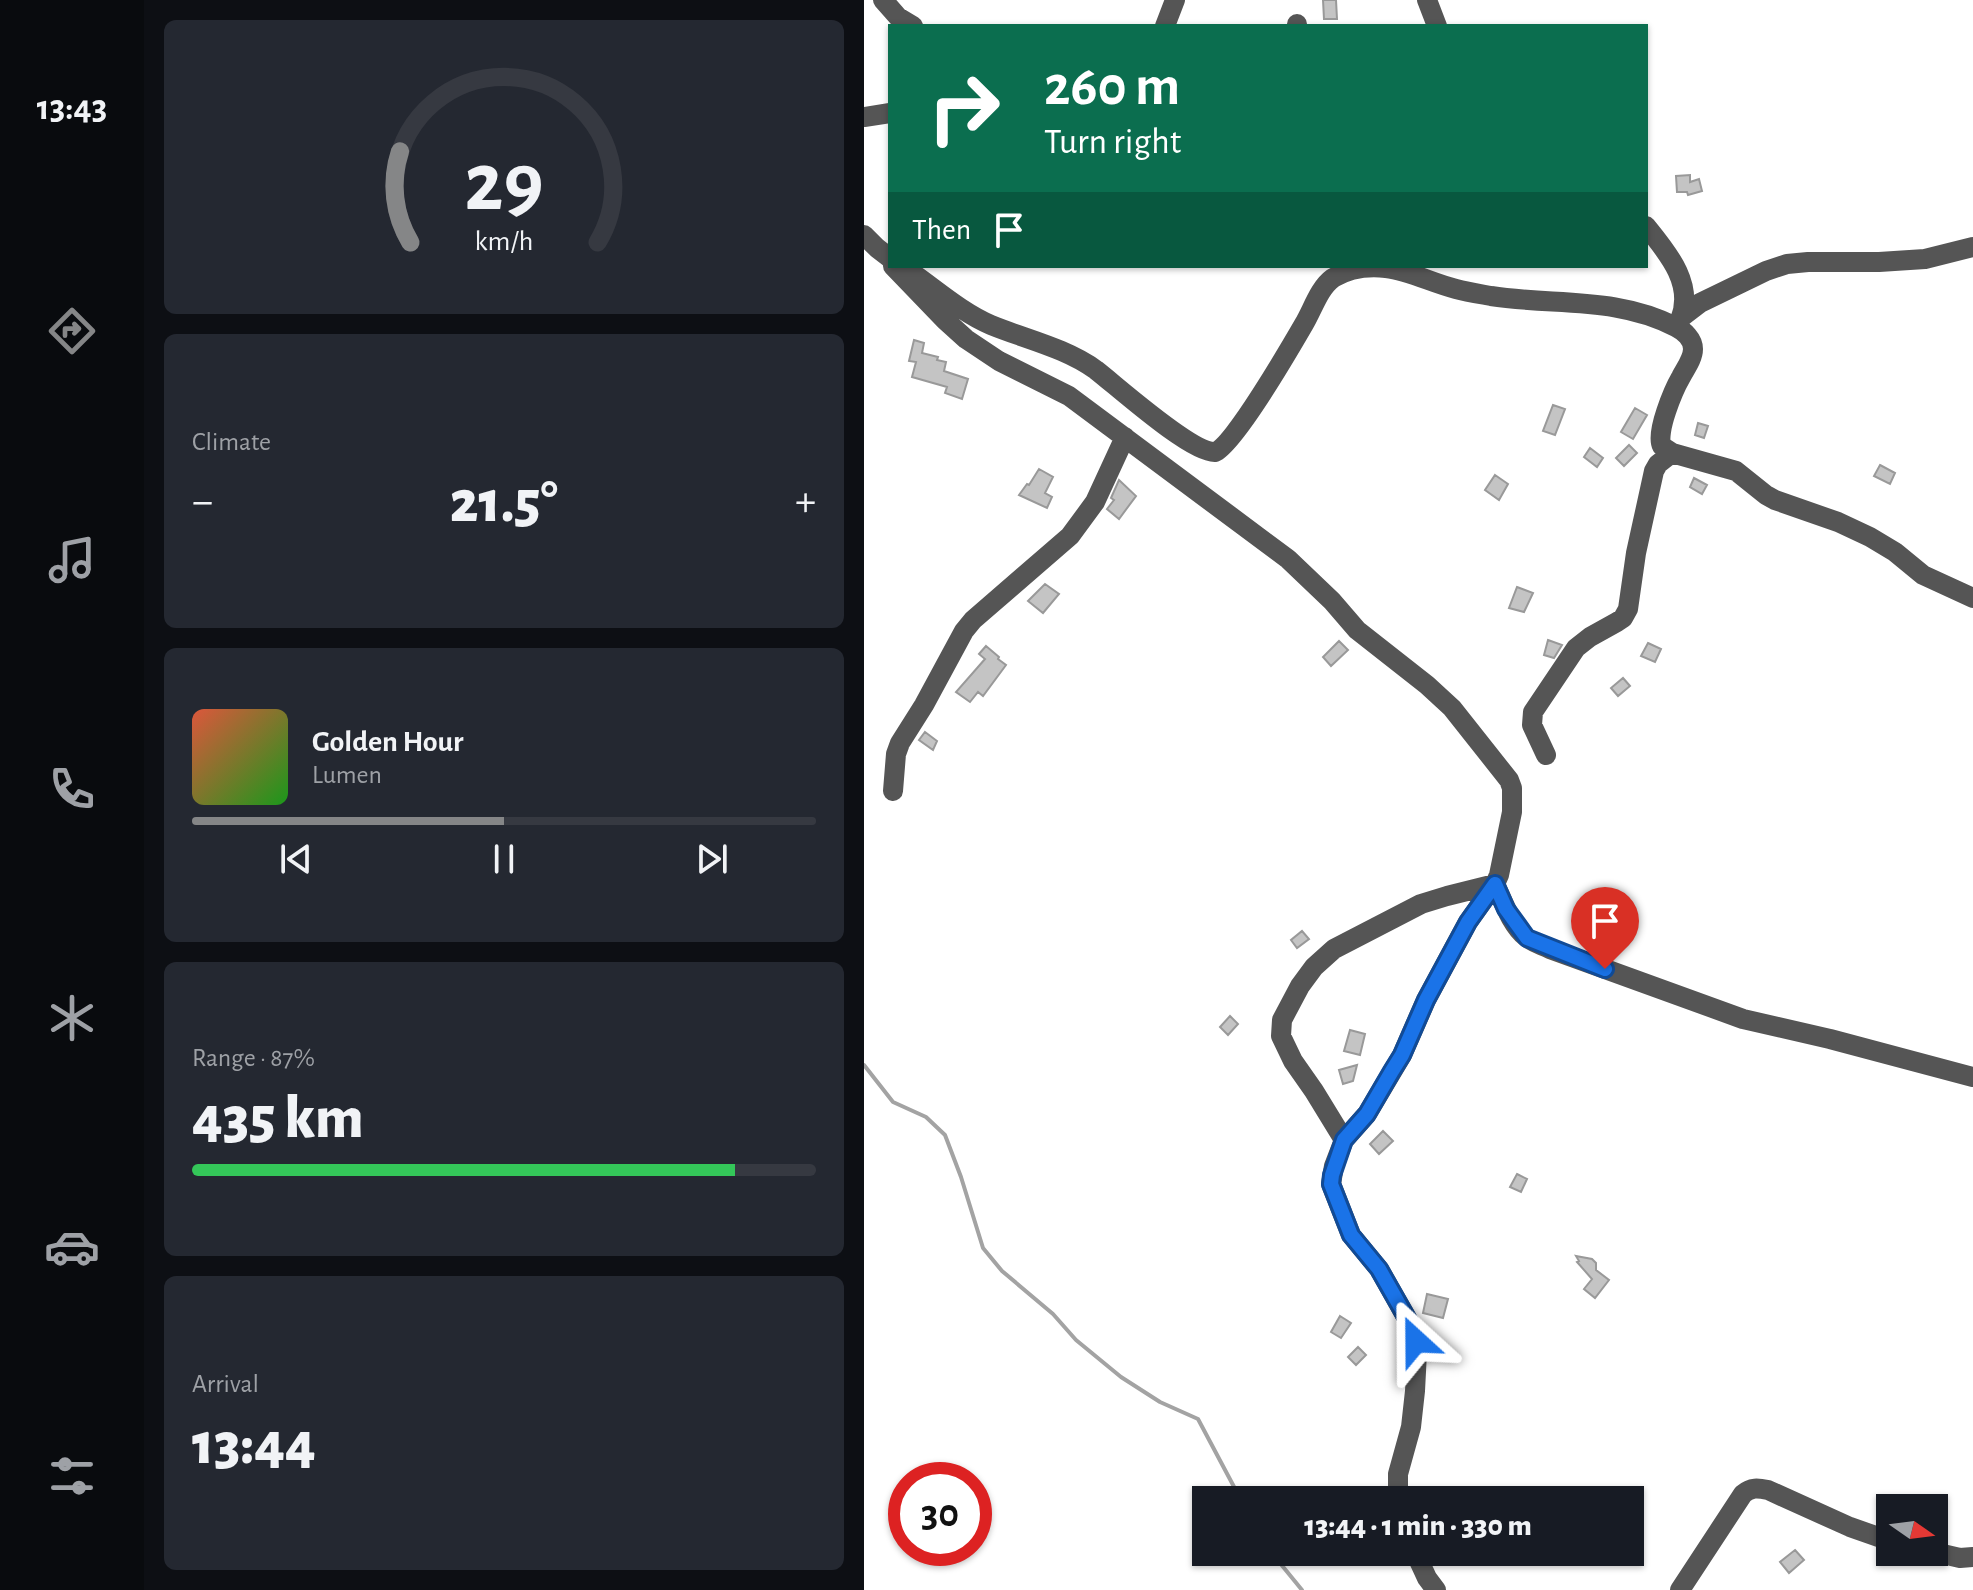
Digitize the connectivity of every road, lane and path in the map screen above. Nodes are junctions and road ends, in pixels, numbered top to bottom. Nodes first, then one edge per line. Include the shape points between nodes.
1 (883, 0) edge
2 (1175, 0) edge
3 (1427, 0) edge
4 (910, 24) edge
5 (1166, 24) edge
6 (1436, 24) edge
7 (888, 113) edge
8 (864, 117) edge
9 (1648, 229) edge
10 (1973, 247) edge
11 (896, 268) edge
12 (905, 268) edge
13 (1314, 268) edge
14 (1326, 284) junction
15 (1680, 321) junction
16 (1125, 437) junction
17 (1672, 453) junction
18 (1973, 598) edge
19 (1546, 755) dead end
20 (893, 791) dead end
21 (1495, 884) junction
22 (1973, 1077) edge
23 (1344, 1140) junction
24 (1398, 1486) edge
25 (1876, 1536) edge
26 (1948, 1555) edge
27 (1973, 1557) edge
28 (1421, 1566) edge
29 (1436, 1590) edge
30 (1680, 1590) edge

1 - 4 street
2 - 5 street
3 - 6 street
7 - 8 street
9 - 15 street via 1683,283
10 - 15 street via 1925,259 1787,264 1700,303
11 - 16 street via 966,339 1069,396
12 - 14 street via 987,324 1087,364 1173,433 1216,452 1238,431
13 - 14 street
14 - 15 street via 1346,272 1386,268 1493,296 1591,303
15 - 17 street via 1693,348 1661,428 1662,445
16 - 20 street via 1095,502 1070,536 964,631 900,743
16 - 21 street via 1288,559 1357,630 1452,708 1512,788 1512,812
17 - 18 street via 1736,471 1775,500 1870,537 1923,575
17 - 19 street via 1654,471 1628,609 1576,648 1533,712 1532,725
21 - 22 street via 1522,933 1550,949 1743,1019
21 - 23 street via 1468,922 1402,1055 1367,1114
21 - 23 street via 1421,904 1334,949 1300,986 1282,1020 1281,1036
23 - 24 street via 1331,1184 1351,1235 1379,1269 1416,1341 1411,1427
25 - 30 street via 1768,1490 1748,1490
26 - 27 street
28 - 29 street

Your instructions: Whenever the string "dead" shows up on a line of the listing, copy that line.

Reply:
19 (1546, 755) dead end
20 (893, 791) dead end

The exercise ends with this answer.